DATASET CONTENT ->
··········
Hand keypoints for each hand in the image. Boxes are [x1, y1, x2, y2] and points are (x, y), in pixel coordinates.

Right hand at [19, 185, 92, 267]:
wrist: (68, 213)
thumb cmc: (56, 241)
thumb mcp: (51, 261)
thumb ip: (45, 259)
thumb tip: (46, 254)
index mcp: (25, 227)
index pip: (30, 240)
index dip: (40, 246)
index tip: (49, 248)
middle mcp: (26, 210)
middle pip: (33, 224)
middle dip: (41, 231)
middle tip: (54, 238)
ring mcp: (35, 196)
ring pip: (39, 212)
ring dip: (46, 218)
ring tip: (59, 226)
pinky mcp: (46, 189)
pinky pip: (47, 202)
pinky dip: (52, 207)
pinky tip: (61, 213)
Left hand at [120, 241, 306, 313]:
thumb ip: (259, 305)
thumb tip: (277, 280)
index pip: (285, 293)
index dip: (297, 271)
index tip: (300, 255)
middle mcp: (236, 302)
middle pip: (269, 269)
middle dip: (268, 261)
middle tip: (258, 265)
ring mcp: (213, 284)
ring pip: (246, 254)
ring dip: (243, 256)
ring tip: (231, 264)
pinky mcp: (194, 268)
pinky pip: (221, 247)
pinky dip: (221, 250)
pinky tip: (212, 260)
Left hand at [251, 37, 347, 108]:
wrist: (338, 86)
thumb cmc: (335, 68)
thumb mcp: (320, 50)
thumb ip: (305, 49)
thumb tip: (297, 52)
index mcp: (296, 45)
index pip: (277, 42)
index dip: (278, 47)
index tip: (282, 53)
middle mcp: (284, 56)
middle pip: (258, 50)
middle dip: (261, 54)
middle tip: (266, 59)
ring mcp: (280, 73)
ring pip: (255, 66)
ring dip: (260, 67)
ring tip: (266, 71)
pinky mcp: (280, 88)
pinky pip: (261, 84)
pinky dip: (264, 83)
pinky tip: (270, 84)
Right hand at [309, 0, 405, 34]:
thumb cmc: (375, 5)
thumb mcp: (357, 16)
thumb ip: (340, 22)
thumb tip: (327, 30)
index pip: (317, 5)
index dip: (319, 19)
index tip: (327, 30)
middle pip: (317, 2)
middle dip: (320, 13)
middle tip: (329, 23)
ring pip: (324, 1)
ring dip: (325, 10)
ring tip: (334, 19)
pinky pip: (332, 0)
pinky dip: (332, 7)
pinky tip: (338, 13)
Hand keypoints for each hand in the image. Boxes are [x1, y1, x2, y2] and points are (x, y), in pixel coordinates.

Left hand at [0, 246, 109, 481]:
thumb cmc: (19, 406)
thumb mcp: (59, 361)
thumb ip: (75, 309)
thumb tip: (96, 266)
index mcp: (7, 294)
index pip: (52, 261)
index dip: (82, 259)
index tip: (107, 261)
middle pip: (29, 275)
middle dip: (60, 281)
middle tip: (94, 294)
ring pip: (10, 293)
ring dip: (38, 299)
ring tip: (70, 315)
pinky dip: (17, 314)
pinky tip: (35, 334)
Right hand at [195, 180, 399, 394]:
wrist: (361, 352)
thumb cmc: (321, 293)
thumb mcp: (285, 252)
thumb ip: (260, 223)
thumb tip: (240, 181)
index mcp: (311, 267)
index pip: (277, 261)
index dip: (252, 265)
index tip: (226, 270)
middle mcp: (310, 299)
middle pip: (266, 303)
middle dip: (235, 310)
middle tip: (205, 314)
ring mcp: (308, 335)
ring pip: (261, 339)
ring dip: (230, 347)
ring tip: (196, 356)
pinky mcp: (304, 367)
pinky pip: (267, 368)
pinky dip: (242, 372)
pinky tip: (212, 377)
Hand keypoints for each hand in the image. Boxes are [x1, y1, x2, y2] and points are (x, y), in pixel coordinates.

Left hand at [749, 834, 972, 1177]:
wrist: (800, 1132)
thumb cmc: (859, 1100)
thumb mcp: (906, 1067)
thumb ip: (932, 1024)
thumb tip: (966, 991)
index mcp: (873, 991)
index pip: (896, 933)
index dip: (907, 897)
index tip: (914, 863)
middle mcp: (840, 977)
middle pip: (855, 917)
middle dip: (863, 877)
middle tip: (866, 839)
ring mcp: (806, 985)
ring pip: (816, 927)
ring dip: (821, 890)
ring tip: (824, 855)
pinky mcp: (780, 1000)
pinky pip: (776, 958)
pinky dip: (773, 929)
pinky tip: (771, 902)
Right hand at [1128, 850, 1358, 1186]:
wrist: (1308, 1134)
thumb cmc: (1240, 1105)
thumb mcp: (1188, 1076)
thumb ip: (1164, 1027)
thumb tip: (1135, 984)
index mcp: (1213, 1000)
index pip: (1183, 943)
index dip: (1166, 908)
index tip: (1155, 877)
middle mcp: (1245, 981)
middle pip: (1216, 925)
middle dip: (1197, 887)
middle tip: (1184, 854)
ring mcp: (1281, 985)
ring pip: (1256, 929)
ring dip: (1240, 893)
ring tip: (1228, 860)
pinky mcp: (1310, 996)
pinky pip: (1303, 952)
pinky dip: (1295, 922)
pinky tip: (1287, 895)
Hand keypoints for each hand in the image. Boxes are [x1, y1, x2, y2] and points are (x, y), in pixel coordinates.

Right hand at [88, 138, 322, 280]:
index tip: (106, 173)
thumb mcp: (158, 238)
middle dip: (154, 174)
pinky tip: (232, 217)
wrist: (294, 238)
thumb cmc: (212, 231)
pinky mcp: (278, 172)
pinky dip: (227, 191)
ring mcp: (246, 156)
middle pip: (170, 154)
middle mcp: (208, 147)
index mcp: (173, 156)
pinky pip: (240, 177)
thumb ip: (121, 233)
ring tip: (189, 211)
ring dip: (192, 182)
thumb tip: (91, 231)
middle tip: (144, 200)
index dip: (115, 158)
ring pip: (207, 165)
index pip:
··········
GOAL OF THE EXERCISE -> Without leaving anything out, repeat the data exactly.

RESULT FOR THIS TASK ->
Hand keypoints for each hand in the image. Boxes are [x1, y1, x2, y2] and points are (x, y), in pixel coordinates.

Right hand at [19, 185, 92, 267]:
wrist: (68, 213)
thumb cmc: (56, 241)
thumb mcp: (51, 261)
thumb ip: (45, 259)
thumb tip: (46, 254)
index mcp: (25, 227)
index pip: (30, 240)
index dip: (40, 246)
index tip: (49, 248)
middle mcp: (26, 210)
middle pip: (33, 224)
middle dip: (41, 231)
middle tip: (54, 238)
ring mcp: (35, 196)
ring pip: (39, 212)
ring dip: (46, 218)
ring tip: (59, 226)
pinky mcp: (46, 189)
pinky pip: (47, 202)
pinky dip: (52, 207)
pinky tip: (61, 213)
Left hand at [120, 241, 306, 313]:
thumb ip: (259, 305)
thumb tip: (277, 280)
index pip: (285, 293)
index dip: (297, 271)
index tip: (300, 255)
middle mcp: (236, 302)
middle pip: (269, 269)
middle dip: (268, 261)
middle tip: (258, 265)
ring mcp: (213, 284)
ring pip: (246, 254)
ring dip: (243, 256)
ring tip: (231, 264)
pinky mcp: (194, 268)
pinky pip: (221, 247)
pinky dip: (221, 250)
pinky tip: (212, 260)
Left hand at [251, 37, 347, 108]:
wrist: (338, 86)
thumb cmc: (335, 68)
thumb mcp: (320, 50)
thumb ip: (305, 49)
thumb tip: (297, 52)
index mcp: (296, 45)
index pip: (277, 42)
index dip: (278, 47)
index tip: (282, 53)
middle mcp: (284, 56)
middle pip: (258, 50)
middle dip: (261, 54)
middle tip: (266, 59)
ring mcp: (280, 73)
ring pip: (255, 66)
ring dip: (260, 67)
ring tip: (266, 71)
pinky mcp: (280, 88)
pinky pip: (261, 84)
pinky dip: (264, 83)
pinky tip: (270, 84)
Right hand at [309, 0, 405, 34]:
thumb cmc: (375, 5)
thumb mcp: (357, 16)
thumb ip: (340, 22)
thumb tip: (327, 30)
index pip: (317, 5)
index dip: (319, 19)
index tip: (327, 30)
middle pip: (317, 2)
middle dip: (320, 13)
middle tip: (329, 23)
ring pip: (324, 1)
ring dip: (325, 10)
ring tip: (334, 19)
pinky pip: (332, 0)
pinky dip: (332, 7)
pinky tip: (338, 13)
Hand keypoints for each hand in the image. Boxes are [x1, y1, x2, y2] and points are (x, y), in pixel coordinates.

Left hand at [0, 246, 109, 481]:
thumb cmc: (19, 406)
thumb mcp: (59, 361)
thumb ip: (75, 309)
thumb tip: (96, 266)
index mcp: (7, 294)
index pip: (52, 261)
index dip: (82, 259)
index tip: (107, 261)
middle pip: (29, 275)
middle dip: (60, 281)
middle tip: (94, 294)
ring pip: (10, 293)
ring dip: (38, 299)
ring tip: (70, 315)
pinky dip: (17, 314)
pinky tip: (35, 334)
Right hand at [195, 180, 399, 394]:
wrist: (361, 352)
thumb cmc: (321, 293)
thumb mcp: (285, 252)
thumb ip: (260, 223)
thumb tip: (240, 181)
index mcp: (311, 267)
index pip: (277, 261)
index dip: (252, 265)
index tip: (226, 270)
middle mcp: (310, 299)
middle pip: (266, 303)
middle dip: (235, 310)
middle tip: (205, 314)
ring mcp: (308, 335)
ring pip: (261, 339)
ring dip: (230, 347)
ring tip: (196, 356)
pinky mcp: (304, 367)
pinky pip: (267, 368)
pinky dip: (242, 372)
pinky tip: (212, 377)
Hand keypoints for each hand in the image. Boxes are [x1, y1, x2, y2] and points are (x, y), in pixel coordinates.

Left hand at [749, 834, 972, 1177]:
wrist: (800, 1132)
thumb cmc: (859, 1100)
thumb mcp: (906, 1067)
thumb ip: (932, 1024)
thumb tip: (966, 991)
index mcp: (873, 991)
index pip: (896, 933)
index dip: (907, 897)
index tip: (914, 863)
middle mcp: (840, 977)
middle pip: (855, 917)
middle dip: (863, 877)
middle tip: (866, 839)
ring mcp: (806, 985)
ring pip: (816, 927)
ring dip: (821, 890)
ring tip: (824, 855)
pinky mcp: (780, 1000)
pinky pip: (776, 958)
pinky dip: (773, 929)
pinky tip: (771, 902)
Right hand at [1128, 850, 1358, 1186]:
wrist: (1308, 1134)
thumb cmc: (1240, 1105)
thumb mcp: (1188, 1076)
thumb ip: (1164, 1027)
thumb tip: (1135, 984)
index mcp: (1213, 1000)
index pip: (1183, 943)
index dip: (1166, 908)
index tip: (1155, 877)
middle mcp: (1245, 981)
middle pip: (1216, 925)
middle dip: (1197, 887)
middle tip: (1184, 854)
ring mcp: (1281, 985)
ring pip: (1256, 929)
ring dip: (1240, 893)
ring tip: (1228, 860)
pinky mcp: (1310, 996)
pinky pip: (1303, 952)
pinky dip: (1295, 922)
pinky tip: (1287, 895)
Hand keypoints for each hand in the image. Boxes are [x1, y1, x2, y2] and points are (x, y), in pixel coordinates.

Right hand at [88, 138, 322, 280]:
index tip: (106, 173)
thumb mcp: (158, 238)
middle dip: (154, 174)
pinky tip: (232, 217)
wrist: (294, 238)
thumb cmc: (212, 231)
pinky mcp: (278, 172)
pinky dip: (227, 191)
ring mcp: (246, 156)
middle pip: (170, 154)
middle mcp: (208, 147)
index mcp: (173, 156)
pinky pip: (240, 177)
thumb ip: (121, 233)
ring tip: (189, 211)
ring dip: (192, 182)
thumb tip: (91, 231)
middle tip: (144, 200)
index dip: (115, 158)
ring pip: (207, 165)
index pip:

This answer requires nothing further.